His voice was low and nervous. He seemed to hesitate.
“Cousin, have you forgotten the artist-man?”
“The artist-man!” she gave a little cry, then quickly covered up her lips with her fingers.
“You start! Kamura Junzo his name was. Once I thought you favored him. So thought all the members of the court. I could not close my ears against the romance, though I severely disapproved the slander, and named it such; for I deemed your condescension to the man the idle fancy of a princess noted for her oddities and caprices. But lately, the mere thought of him causes my brain to burn with raging and unworthy jealousy.”
She rested one small hand against the railing of her balcony, then slowly drew up her slender figure.
“The artist is no more to me,” she said, “than any slave who dresses me, sings to me, entertains me, comes at my command, or paints for me my picture.”
“Yet, Sado-ko, the artist did not paint your picture.”

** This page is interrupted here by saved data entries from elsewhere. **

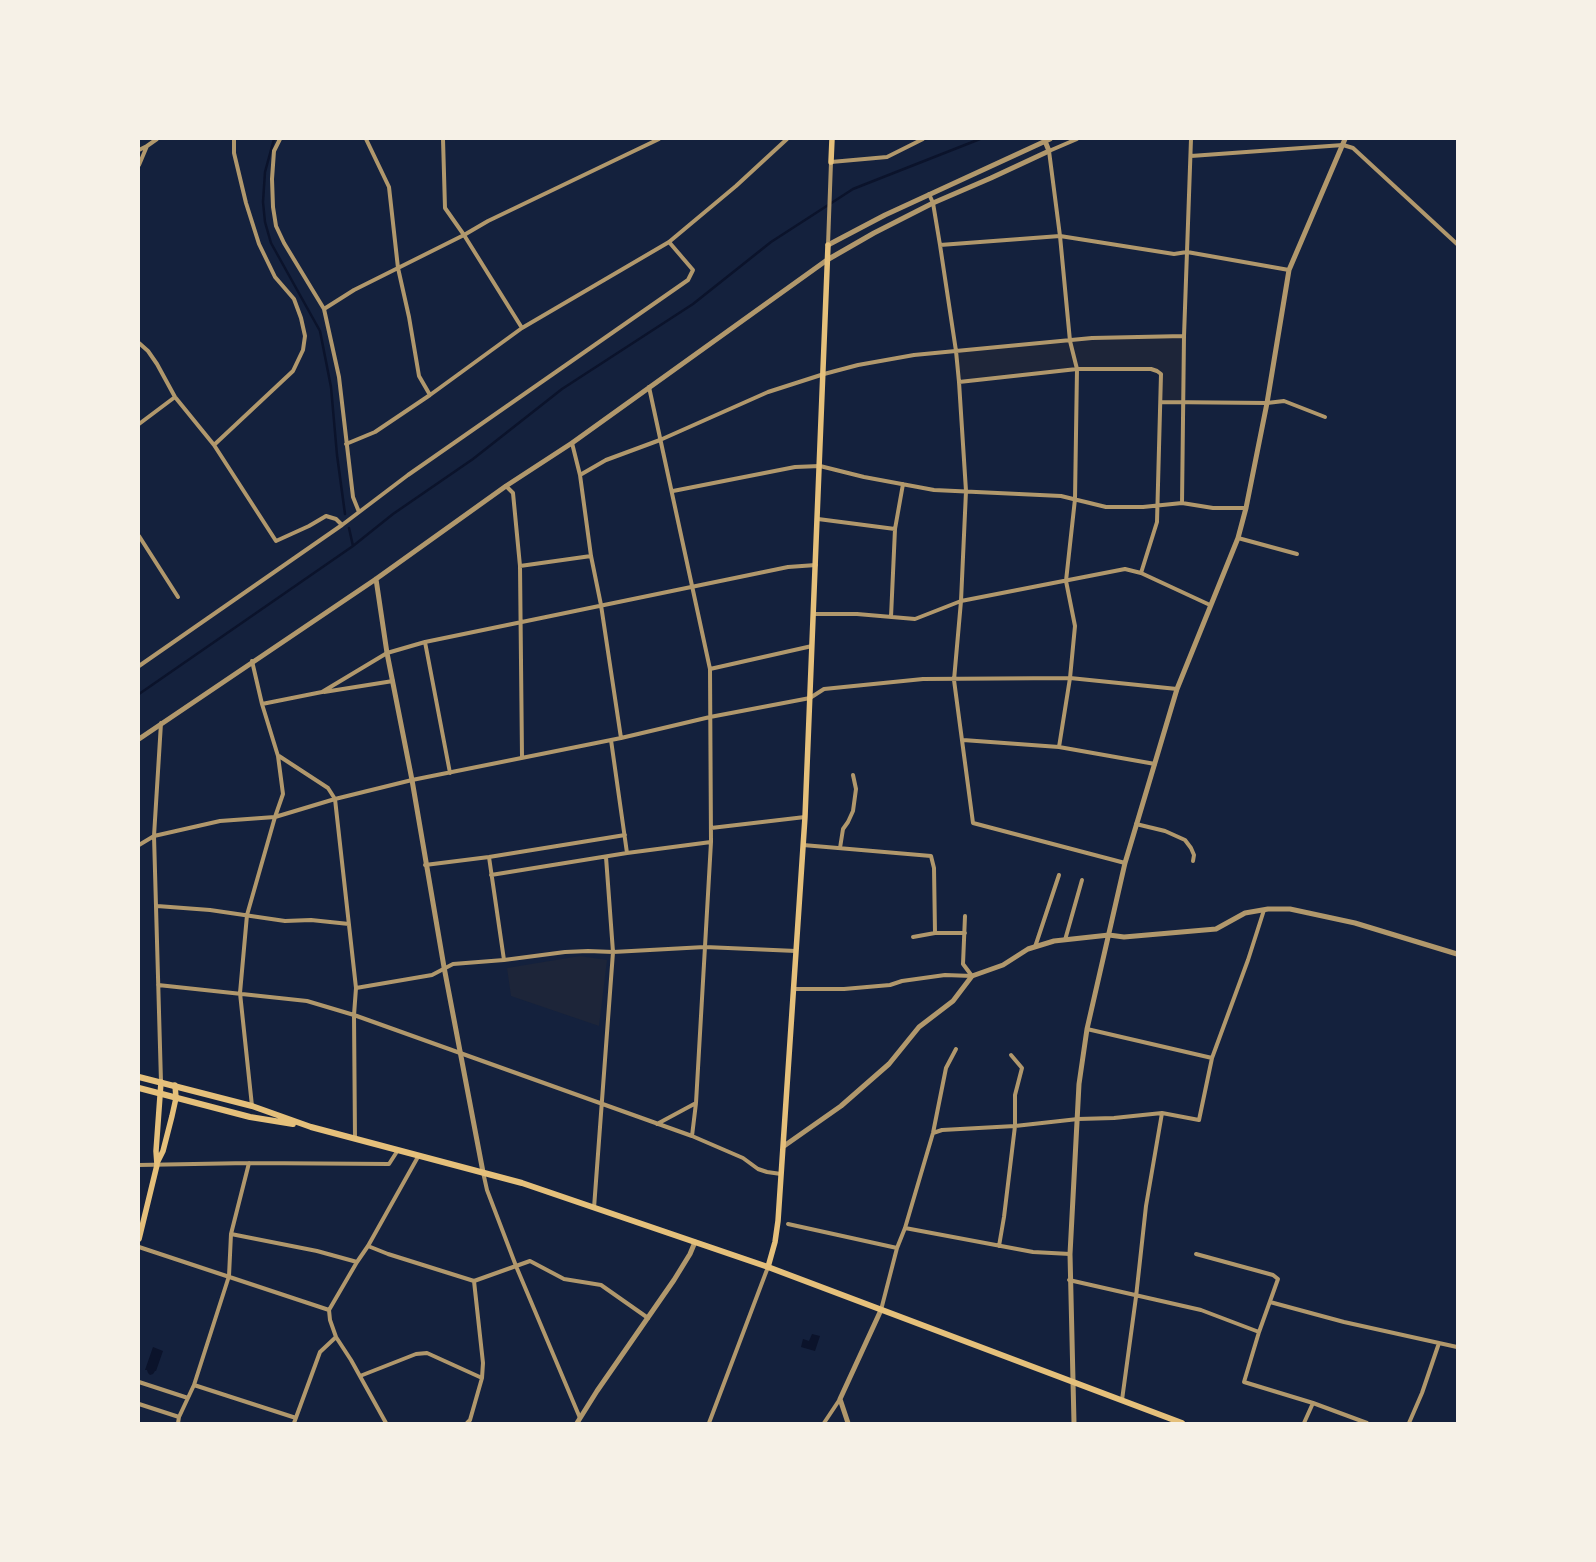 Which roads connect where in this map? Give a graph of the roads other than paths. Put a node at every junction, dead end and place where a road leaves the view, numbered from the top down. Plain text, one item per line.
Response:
1 (157, 139) edge
2 (234, 139) edge
3 (280, 139) edge
4 (366, 139) edge
5 (444, 139) edge
6 (658, 139) edge
7 (787, 139) edge
8 (832, 139) edge
9 (923, 139) edge
10 (1077, 139) edge
11 (1191, 139) edge
12 (1047, 140) edge
13 (1344, 142) edge
14 (147, 146) junction
15 (139, 150) edge
16 (1048, 151) junction
17 (1192, 156) junction
18 (831, 162) junction
19 (139, 165) edge
20 (929, 194) junction
21 (933, 203) junction
22 (464, 235) junction
23 (1060, 236) junction
24 (669, 242) junction
25 (1457, 244) edge
26 (828, 245) junction
27 (940, 245) junction
28 (1187, 252) junction
29 (827, 260) junction
30 (398, 268) junction
31 (1289, 270) junction
32 (324, 309) junction
33 (522, 328) junction
34 (1184, 336) junction
35 (1070, 341) junction
36 (139, 343) edge
37 (956, 352) junction
38 (1077, 369) junction
39 (824, 374) junction
40 (959, 382) junction
41 (649, 387) junction
42 (430, 395) junction
43 (175, 397) junction
44 (1162, 402) junction
45 (1184, 403) junction
46 (1267, 403) junction
47 (1325, 417) dead end
48 (139, 424) edge
49 (660, 440) junction
50 (572, 443) junction
51 (346, 444) junction
52 (214, 445) junction
53 (820, 466) junction
54 (580, 475) junction
55 (903, 484) junction
56 (506, 486) junction
57 (673, 491) junction
58 (966, 491) junction
59 (1075, 499) junction
60 (1182, 503) junction
61 (1158, 505) junction
62 (1246, 508) junction
63 (359, 512) junction
64 (818, 520) junction
65 (342, 525) junction
66 (895, 530) junction
67 (139, 536) edge
68 (1238, 538) junction
69 (1297, 554) dead end
70 (591, 556) junction
71 (816, 565) junction
72 (520, 566) junction
73 (1141, 573) junction
74 (376, 579) junction
75 (1066, 581) junction
76 (692, 586) junction
77 (178, 597) dead end
78 (961, 602) junction
79 (601, 605) junction
80 (1210, 605) junction
81 (814, 614) junction
82 (891, 617) junction
83 (520, 623) junction
84 (425, 642) junction
85 (812, 646) junction
86 (387, 653) junction
87 (252, 661) junction
88 (139, 666) edge
89 (710, 669) junction
90 (1070, 678) junction
91 (954, 680) junction
92 (393, 681) junction
93 (1177, 689) junction
94 (322, 692) junction
95 (810, 698) junction
96 (262, 704) junction
97 (710, 717) junction
98 (161, 723) junction
99 (139, 738) edge
100 (621, 738) junction
101 (612, 740) junction
102 (963, 740) junction
103 (1059, 747) junction
104 (278, 756) junction
105 (522, 757) junction
106 (1154, 764) junction
107 (450, 773) junction
108 (853, 775) dead end
109 (412, 780) junction
110 (335, 799) junction
111 (274, 817) junction
112 (805, 817) junction
113 (1136, 824) junction
114 (710, 828) junction
115 (625, 835) junction
116 (154, 836) junction
117 (711, 842) junction
118 (139, 845) edge
119 (803, 845) junction
120 (840, 848) junction
121 (627, 853) junction
122 (489, 857) junction
123 (606, 857) junction
124 (1194, 861) dead end
125 (1125, 863) junction
126 (425, 864) junction
127 (491, 875) junction
128 (1059, 875) dead end
129 (1082, 880) dead end
130 (157, 906) junction
131 (1264, 910) junction
132 (247, 915) junction
133 (965, 916) dead end
134 (348, 924) junction
135 (935, 933) junction
136 (964, 933) junction
137 (1109, 935) junction
138 (913, 936) dead end
139 (1065, 940) junction
140 (704, 947) junction
141 (1035, 947) junction
142 (613, 952) junction
143 (796, 952) junction
144 (1457, 954) edge
145 (504, 960) junction
146 (444, 967) junction
147 (972, 976) junction
148 (158, 985) junction
149 (356, 988) junction
150 (794, 989) junction
151 (240, 993) junction
152 (354, 1015) junction
153 (1087, 1028) junction
154 (956, 1050) dead end
155 (460, 1053) junction
156 (1011, 1055) dead end
157 (1212, 1058) junction
158 (139, 1077) edge
159 (161, 1082) junction
160 (175, 1085) junction
161 (139, 1088) edge
162 (160, 1095) junction
163 (176, 1098) junction
164 (696, 1103) junction
165 (602, 1105) junction
166 (252, 1106) junction
167 (1162, 1113) junction
168 (1078, 1119) junction
169 (657, 1124) junction
170 (1015, 1126) junction
171 (311, 1127) junction
172 (933, 1133) junction
173 (692, 1136) junction
174 (355, 1139) junction
175 (784, 1146) junction
176 (398, 1150) junction
177 (419, 1155) junction
178 (249, 1162) junction
179 (139, 1165) edge
180 (156, 1165) junction
181 (483, 1172) junction
182 (781, 1174) junction
183 (594, 1208) junction
184 (788, 1224) dead end
185 (905, 1228) junction
186 (232, 1234) junction
187 (139, 1239) edge
188 (694, 1242) junction
189 (368, 1246) junction
190 (998, 1246) junction
191 (139, 1247) edge
192 (897, 1248) junction
193 (1070, 1254) junction
194 (1196, 1254) dead end
195 (357, 1262) junction
196 (516, 1266) junction
197 (768, 1267) junction
198 (229, 1276) junction
199 (1070, 1280) junction
200 (474, 1281) junction
201 (1136, 1297) junction
202 (1270, 1302) junction
203 (329, 1310) junction
204 (881, 1310) junction
205 (648, 1318) junction
206 (1259, 1332) junction
207 (336, 1337) junction
208 (1439, 1343) junction
209 (1457, 1347) edge
210 (360, 1376) junction
211 (482, 1378) junction
212 (1072, 1381) junction
213 (139, 1382) edge
214 (194, 1385) junction
215 (188, 1398) junction
216 (840, 1399) junction
217 (1122, 1400) junction
218 (1313, 1403) junction
219 (139, 1404) edge
220 (179, 1418) junction
221 (295, 1421) edge
222 (578, 1421) edge
223 (469, 1422) edge
224 (178, 1423) edge
225 (386, 1423) edge
226 (476, 1423) edge
227 (709, 1423) edge
228 (824, 1423) edge
229 (848, 1423) edge
230 (1074, 1423) edge
231 (1180, 1423) edge
232 (1304, 1423) edge
233 (1367, 1423) edge
234 (1409, 1423) edge

1 - 14 street
2 - 52 street
3 - 32 street
4 - 30 street
5 - 22 street
6 - 22 street
7 - 24 street
8 - 18 main road
9 - 18 street
10 - 16 street
11 - 17 street
12 - 16 street
12 - 20 street
13 - 17 street
13 - 25 street
13 - 31 street
14 - 15 street
14 - 19 street
16 - 21 street
16 - 23 street
17 - 28 street
18 - 26 street
20 - 21 street
20 - 26 street
21 - 27 street
21 - 29 street
22 - 30 street
22 - 33 street
23 - 27 street
23 - 28 street
23 - 35 street
24 - 33 street
24 - 63 street
26 - 29 main road
27 - 37 street
28 - 31 street
28 - 34 street
29 - 39 main road
29 - 41 street
30 - 32 street
30 - 42 street
31 - 46 street
32 - 51 street
33 - 42 street
34 - 35 street
34 - 45 street
35 - 37 street
35 - 38 street
36 - 43 street
37 - 39 street
37 - 40 street
38 - 40 street
38 - 44 street
38 - 59 street
39 - 49 street
39 - 53 main road
40 - 58 street
41 - 49 street
41 - 50 street
42 - 51 street
43 - 48 street
43 - 52 street
44 - 45 street
44 - 61 street
45 - 46 street
45 - 60 street
46 - 47 street
46 - 62 street
49 - 54 street
49 - 57 street
50 - 54 street
50 - 56 street
51 - 63 street
52 - 65 street
53 - 55 street
53 - 57 street
53 - 64 main road
54 - 70 street
55 - 58 street
55 - 66 street
56 - 72 street
56 - 74 street
57 - 76 street
58 - 59 street
58 - 78 street
59 - 61 street
59 - 75 street
60 - 61 street
60 - 62 street
61 - 73 street
62 - 68 street
63 - 65 street
64 - 66 street
64 - 71 main road
65 - 88 street
66 - 82 street
67 - 77 street
68 - 69 street
68 - 80 street
70 - 72 street
70 - 79 street
71 - 76 street
71 - 81 main road
72 - 83 street
73 - 75 street
73 - 80 street
74 - 86 street
74 - 87 street
75 - 78 street
75 - 90 street
76 - 79 street
76 - 89 street
78 - 82 street
78 - 91 street
79 - 83 street
79 - 100 street
80 - 93 street
81 - 82 street
81 - 85 main road
83 - 84 street
83 - 105 street
84 - 86 street
84 - 107 street
85 - 89 street
85 - 95 main road
86 - 92 street
86 - 94 street
87 - 96 street
87 - 98 street
89 - 97 street
90 - 91 street
90 - 93 street
90 - 103 street
91 - 95 street
91 - 102 street
92 - 94 street
92 - 109 street
93 - 106 street
94 - 96 street
95 - 97 street
95 - 112 main road
96 - 104 street
97 - 100 street
97 - 114 street
98 - 99 street
98 - 116 street
100 - 101 street
101 - 105 street
101 - 115 street
102 - 103 street
102 - 125 street
103 - 106 street
104 - 110 street
104 - 111 street
105 - 107 street
106 - 113 street
107 - 109 street
108 - 120 street
109 - 110 street
109 - 126 street
110 - 111 street
110 - 134 street
111 - 116 street
111 - 132 street
112 - 114 street
112 - 119 main road
113 - 124 street
113 - 125 street
114 - 117 street
115 - 121 street
115 - 122 street
116 - 118 street
116 - 130 street
117 - 121 street
117 - 140 street
119 - 120 street
119 - 143 main road
120 - 135 street
121 - 123 street
122 - 126 street
122 - 127 street
123 - 127 street
123 - 142 street
125 - 137 street
126 - 146 street
127 - 145 street
128 - 141 street
129 - 139 street
130 - 132 street
130 - 148 street
131 - 137 street
131 - 144 street
131 - 157 street
132 - 134 street
132 - 151 street
133 - 136 street
134 - 149 street
135 - 136 street
135 - 138 street
136 - 147 street
137 - 139 street
137 - 153 street
139 - 141 street
140 - 142 street
140 - 143 street
140 - 164 street
141 - 147 street
142 - 145 street
142 - 165 street
143 - 150 main road
145 - 146 street
146 - 149 street
146 - 155 street
147 - 150 street
147 - 175 street
148 - 151 street
148 - 159 street
149 - 152 street
150 - 175 main road
151 - 152 street
151 - 166 street
152 - 155 street
152 - 174 street
153 - 157 street
153 - 168 street
154 - 172 street
155 - 165 street
155 - 181 street
156 - 170 street
157 - 167 street
158 - 159 main road
159 - 160 main road
159 - 162 main road
160 - 163 main road
160 - 166 main road
161 - 162 main road
162 - 163 main road
162 - 180 main road
163 - 171 main road
163 - 180 main road
164 - 169 street
164 - 173 street
165 - 169 street
165 - 183 street
166 - 171 main road
167 - 168 street
167 - 201 street
168 - 170 street
168 - 193 street
169 - 173 street
170 - 172 street
170 - 190 street
171 - 174 main road
172 - 185 street
173 - 182 street
174 - 176 main road
175 - 182 main road
176 - 177 main road
176 - 178 street
177 - 181 main road
177 - 189 street
178 - 180 street
178 - 186 street
179 - 180 street
180 - 187 main road
181 - 183 main road
181 - 196 street
182 - 197 main road
183 - 188 main road
184 - 192 street
185 - 190 street
185 - 192 street
186 - 195 street
186 - 198 street
188 - 197 main road
188 - 205 street
189 - 195 street
189 - 200 street
190 - 193 street
191 - 198 street
192 - 204 street
193 - 199 street
194 - 202 street
195 - 203 street
196 - 200 street
196 - 205 street
196 - 222 street
197 - 204 main road
197 - 227 street
198 - 203 street
198 - 214 street
199 - 201 street
199 - 212 street
200 - 211 street
201 - 206 street
201 - 217 street
202 - 206 street
202 - 208 street
203 - 207 street
204 - 212 main road
204 - 216 street
205 - 222 street
206 - 218 street
207 - 210 street
207 - 221 street
208 - 209 street
208 - 234 street
210 - 211 street
210 - 225 street
211 - 223 street
212 - 217 main road
212 - 230 street
213 - 215 street
214 - 215 street
214 - 221 street
215 - 220 street
216 - 228 street
216 - 229 street
217 - 231 main road
218 - 232 street
218 - 233 street
219 - 220 street
220 - 224 street
223 - 226 street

For a moment she stood still in bewilderment, then went a step toward him. Her words were stammering, then changed to fervent, passionate appeal.
“Why, yes, he painted—that—assuredly he painted—it does not matter what the artist did. Komatzu, I have no thought within my mind, nor love within my heart, for any one in all the world save you.”
He took her hands and drew them upward to his lips, there to hold them for a space, then let them go again.